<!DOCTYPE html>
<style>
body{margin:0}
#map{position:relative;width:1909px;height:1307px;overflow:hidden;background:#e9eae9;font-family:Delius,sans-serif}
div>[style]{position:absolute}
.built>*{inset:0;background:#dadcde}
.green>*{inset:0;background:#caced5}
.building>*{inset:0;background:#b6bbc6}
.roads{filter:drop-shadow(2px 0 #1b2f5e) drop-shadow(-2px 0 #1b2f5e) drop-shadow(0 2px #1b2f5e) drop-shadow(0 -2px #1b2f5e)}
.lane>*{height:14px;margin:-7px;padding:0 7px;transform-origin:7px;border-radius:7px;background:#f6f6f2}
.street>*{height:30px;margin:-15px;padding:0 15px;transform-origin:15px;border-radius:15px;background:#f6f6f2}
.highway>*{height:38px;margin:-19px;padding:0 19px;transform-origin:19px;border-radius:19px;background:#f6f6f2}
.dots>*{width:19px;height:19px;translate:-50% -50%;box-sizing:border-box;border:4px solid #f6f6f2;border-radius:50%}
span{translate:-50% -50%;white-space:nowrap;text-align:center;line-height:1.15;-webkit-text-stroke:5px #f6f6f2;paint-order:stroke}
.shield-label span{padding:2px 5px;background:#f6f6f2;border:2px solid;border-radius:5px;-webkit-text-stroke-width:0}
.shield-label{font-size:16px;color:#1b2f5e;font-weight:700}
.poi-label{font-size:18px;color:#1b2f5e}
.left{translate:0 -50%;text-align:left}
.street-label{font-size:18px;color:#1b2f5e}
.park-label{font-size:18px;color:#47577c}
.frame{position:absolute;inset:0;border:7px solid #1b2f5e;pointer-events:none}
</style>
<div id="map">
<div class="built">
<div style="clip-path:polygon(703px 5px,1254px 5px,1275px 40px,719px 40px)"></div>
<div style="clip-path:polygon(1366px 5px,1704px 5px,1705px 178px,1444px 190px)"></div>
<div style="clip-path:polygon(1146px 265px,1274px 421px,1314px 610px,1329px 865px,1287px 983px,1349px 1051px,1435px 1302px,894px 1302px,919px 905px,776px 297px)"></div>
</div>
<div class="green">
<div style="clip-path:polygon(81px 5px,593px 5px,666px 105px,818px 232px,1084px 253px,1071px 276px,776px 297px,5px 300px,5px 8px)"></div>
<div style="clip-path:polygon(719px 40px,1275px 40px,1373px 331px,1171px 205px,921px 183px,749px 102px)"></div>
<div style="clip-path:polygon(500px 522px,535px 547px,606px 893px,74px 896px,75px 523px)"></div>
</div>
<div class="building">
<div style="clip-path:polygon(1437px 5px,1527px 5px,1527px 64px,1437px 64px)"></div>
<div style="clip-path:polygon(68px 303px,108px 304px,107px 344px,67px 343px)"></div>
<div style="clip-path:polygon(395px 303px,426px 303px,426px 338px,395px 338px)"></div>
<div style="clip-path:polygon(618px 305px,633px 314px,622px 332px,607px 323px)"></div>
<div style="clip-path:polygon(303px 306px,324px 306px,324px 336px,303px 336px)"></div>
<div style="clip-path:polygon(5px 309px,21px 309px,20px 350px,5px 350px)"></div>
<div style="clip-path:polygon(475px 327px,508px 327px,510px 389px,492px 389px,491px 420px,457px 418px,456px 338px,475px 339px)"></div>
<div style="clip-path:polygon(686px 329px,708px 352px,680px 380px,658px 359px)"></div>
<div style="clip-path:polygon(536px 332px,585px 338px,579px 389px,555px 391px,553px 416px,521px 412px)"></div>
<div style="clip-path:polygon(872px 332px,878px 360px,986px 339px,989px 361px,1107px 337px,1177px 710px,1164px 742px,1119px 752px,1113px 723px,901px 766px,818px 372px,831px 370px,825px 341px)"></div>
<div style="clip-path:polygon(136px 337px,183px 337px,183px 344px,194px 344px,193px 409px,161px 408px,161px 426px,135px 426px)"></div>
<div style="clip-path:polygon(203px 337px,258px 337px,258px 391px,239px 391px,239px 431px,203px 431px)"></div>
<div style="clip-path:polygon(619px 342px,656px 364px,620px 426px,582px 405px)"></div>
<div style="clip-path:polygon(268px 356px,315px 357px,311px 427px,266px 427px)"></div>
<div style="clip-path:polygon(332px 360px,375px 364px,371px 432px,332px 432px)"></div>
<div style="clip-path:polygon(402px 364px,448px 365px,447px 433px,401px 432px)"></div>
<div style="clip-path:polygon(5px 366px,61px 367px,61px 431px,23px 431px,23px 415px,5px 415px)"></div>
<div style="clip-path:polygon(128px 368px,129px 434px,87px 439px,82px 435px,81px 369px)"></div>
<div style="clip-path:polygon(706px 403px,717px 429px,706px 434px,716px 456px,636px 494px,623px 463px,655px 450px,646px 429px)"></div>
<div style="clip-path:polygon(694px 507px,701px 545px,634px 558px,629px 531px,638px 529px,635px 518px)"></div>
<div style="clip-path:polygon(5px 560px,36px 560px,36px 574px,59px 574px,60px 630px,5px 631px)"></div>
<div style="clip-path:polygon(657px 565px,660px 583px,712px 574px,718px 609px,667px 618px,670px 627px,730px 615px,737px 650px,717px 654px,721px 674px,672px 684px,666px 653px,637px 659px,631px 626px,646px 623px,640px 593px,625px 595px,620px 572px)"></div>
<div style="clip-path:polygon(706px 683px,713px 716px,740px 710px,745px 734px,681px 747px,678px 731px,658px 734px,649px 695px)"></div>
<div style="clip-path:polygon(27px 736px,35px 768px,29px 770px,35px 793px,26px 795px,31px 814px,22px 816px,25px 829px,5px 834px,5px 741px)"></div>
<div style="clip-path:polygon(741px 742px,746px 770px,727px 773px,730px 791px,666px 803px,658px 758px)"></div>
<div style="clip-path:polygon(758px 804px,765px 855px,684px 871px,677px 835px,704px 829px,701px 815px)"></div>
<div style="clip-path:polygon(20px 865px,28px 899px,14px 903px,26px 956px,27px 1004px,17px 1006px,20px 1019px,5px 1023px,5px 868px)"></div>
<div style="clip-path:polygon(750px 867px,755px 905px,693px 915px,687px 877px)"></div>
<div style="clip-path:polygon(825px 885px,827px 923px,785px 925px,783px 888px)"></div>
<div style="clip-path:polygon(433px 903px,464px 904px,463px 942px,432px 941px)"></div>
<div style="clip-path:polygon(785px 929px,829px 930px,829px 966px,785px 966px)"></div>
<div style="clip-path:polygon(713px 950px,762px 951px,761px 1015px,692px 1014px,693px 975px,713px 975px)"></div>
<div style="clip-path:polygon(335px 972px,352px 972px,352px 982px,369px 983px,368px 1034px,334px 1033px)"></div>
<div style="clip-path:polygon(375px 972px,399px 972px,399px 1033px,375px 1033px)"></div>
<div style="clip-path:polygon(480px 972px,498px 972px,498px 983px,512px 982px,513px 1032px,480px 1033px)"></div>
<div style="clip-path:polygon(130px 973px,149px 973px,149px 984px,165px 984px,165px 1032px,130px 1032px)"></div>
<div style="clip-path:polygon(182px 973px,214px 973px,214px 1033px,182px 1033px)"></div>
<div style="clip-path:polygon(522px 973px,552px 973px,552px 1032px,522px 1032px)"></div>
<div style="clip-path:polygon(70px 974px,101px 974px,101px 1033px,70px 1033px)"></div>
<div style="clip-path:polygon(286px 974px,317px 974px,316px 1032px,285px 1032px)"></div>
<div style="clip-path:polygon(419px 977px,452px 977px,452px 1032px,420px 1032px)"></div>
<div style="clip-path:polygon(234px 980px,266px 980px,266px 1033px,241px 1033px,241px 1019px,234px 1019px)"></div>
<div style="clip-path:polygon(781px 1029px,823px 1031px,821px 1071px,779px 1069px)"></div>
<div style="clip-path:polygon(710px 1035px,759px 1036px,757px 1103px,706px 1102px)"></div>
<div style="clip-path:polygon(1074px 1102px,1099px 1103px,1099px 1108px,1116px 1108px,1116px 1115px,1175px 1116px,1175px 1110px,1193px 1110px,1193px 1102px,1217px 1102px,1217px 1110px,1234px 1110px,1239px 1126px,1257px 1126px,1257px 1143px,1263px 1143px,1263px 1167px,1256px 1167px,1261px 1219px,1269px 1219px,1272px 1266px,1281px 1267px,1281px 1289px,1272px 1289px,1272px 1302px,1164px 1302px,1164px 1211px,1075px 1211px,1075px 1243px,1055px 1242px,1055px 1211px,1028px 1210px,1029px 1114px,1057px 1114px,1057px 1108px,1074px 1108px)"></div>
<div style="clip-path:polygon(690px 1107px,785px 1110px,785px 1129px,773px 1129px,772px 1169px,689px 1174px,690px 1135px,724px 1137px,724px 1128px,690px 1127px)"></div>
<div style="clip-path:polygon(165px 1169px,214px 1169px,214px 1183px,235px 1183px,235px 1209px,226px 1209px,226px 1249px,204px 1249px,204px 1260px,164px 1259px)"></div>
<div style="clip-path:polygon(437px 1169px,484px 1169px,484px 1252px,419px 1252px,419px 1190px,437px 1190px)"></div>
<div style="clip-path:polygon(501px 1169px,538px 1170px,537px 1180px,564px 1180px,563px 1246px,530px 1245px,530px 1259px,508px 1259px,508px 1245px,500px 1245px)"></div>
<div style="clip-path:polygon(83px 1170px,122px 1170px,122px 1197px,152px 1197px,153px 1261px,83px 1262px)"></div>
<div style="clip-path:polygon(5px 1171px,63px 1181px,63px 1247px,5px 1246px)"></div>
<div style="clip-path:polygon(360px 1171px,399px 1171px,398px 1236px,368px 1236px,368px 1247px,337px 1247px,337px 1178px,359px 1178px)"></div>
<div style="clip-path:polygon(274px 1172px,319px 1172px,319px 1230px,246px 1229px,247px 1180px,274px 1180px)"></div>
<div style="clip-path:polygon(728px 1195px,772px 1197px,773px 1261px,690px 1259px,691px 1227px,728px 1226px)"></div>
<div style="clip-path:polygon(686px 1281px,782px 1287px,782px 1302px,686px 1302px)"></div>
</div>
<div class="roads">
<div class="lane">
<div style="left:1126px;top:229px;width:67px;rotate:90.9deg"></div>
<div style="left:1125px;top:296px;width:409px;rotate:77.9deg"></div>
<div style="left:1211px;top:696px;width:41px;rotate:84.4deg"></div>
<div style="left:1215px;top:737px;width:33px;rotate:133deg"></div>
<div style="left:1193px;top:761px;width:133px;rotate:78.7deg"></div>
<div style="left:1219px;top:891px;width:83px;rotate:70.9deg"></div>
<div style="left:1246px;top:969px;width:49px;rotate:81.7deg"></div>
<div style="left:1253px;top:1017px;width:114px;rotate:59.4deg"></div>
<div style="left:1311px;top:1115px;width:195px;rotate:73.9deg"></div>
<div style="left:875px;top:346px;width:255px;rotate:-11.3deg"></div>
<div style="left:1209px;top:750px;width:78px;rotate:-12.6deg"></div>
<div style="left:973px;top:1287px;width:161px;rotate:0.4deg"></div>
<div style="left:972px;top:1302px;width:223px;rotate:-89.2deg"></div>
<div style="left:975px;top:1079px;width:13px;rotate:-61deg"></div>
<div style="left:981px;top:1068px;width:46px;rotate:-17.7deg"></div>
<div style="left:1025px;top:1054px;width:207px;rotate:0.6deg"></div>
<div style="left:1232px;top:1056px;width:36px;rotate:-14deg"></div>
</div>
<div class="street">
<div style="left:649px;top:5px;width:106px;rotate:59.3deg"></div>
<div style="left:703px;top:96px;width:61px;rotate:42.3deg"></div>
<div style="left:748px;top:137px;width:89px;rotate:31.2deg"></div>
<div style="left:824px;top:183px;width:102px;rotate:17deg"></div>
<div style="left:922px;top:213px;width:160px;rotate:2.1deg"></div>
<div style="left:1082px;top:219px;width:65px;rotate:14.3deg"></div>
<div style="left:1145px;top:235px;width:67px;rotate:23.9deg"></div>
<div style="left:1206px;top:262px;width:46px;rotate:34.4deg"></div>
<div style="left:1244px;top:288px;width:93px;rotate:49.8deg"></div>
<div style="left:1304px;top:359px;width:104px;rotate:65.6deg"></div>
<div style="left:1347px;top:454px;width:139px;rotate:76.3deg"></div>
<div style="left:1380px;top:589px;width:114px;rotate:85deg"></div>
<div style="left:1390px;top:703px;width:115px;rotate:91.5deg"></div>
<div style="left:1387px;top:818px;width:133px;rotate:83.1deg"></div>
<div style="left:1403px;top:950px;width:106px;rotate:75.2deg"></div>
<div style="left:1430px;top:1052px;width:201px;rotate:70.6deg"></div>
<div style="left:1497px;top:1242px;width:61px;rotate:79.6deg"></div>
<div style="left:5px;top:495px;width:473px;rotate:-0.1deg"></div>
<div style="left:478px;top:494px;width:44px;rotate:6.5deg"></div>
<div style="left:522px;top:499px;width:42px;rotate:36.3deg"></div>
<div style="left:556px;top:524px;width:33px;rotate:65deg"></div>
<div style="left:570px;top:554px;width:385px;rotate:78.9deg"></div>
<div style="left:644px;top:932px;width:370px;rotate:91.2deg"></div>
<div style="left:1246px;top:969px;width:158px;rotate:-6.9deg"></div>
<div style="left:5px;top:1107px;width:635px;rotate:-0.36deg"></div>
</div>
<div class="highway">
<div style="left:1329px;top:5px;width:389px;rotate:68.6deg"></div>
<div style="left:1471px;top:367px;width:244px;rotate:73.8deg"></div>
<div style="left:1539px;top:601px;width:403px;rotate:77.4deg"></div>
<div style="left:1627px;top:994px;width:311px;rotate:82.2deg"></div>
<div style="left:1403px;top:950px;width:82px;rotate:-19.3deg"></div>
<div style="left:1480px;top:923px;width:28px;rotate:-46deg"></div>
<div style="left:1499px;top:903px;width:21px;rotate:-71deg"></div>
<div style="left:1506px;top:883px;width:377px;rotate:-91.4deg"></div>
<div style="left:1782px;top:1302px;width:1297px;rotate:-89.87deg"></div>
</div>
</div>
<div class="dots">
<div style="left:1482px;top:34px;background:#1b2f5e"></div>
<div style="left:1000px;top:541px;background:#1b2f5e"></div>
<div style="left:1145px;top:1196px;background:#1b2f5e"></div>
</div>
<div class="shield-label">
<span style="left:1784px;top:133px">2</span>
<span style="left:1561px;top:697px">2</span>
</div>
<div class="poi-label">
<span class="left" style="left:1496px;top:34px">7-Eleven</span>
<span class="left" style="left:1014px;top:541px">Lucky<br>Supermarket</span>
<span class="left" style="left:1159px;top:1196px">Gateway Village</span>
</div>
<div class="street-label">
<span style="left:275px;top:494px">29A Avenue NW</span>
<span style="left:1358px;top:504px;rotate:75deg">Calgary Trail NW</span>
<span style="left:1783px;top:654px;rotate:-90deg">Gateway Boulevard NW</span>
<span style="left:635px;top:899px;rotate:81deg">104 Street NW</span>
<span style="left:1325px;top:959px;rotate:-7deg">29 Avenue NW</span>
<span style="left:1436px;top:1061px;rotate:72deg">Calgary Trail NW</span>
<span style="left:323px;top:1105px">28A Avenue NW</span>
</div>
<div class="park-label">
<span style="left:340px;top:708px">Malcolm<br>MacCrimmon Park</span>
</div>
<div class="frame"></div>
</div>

→ **WHAT THE EXERCISE ASKS**:
Everything from the first line of the data through the line containing "0 #1b2f5e) drop-shadow(-2px" should be echoed exactly. Add nothing.

→ **RESPONSE TO THIS TASK**:
<!DOCTYPE html>
<style>
body{margin:0}
#map{position:relative;width:1909px;height:1307px;overflow:hidden;background:#e9eae9;font-family:Delius,sans-serif}
div>[style]{position:absolute}
.built>*{inset:0;background:#dadcde}
.green>*{inset:0;background:#caced5}
.building>*{inset:0;background:#b6bbc6}
.roads{filter:drop-shadow(2px 0 #1b2f5e) drop-shadow(-2px 0 #1b2f5e) drop-shadow(0 2px #1b2f5e) drop-shadow(0 -2px #1b2f5e)}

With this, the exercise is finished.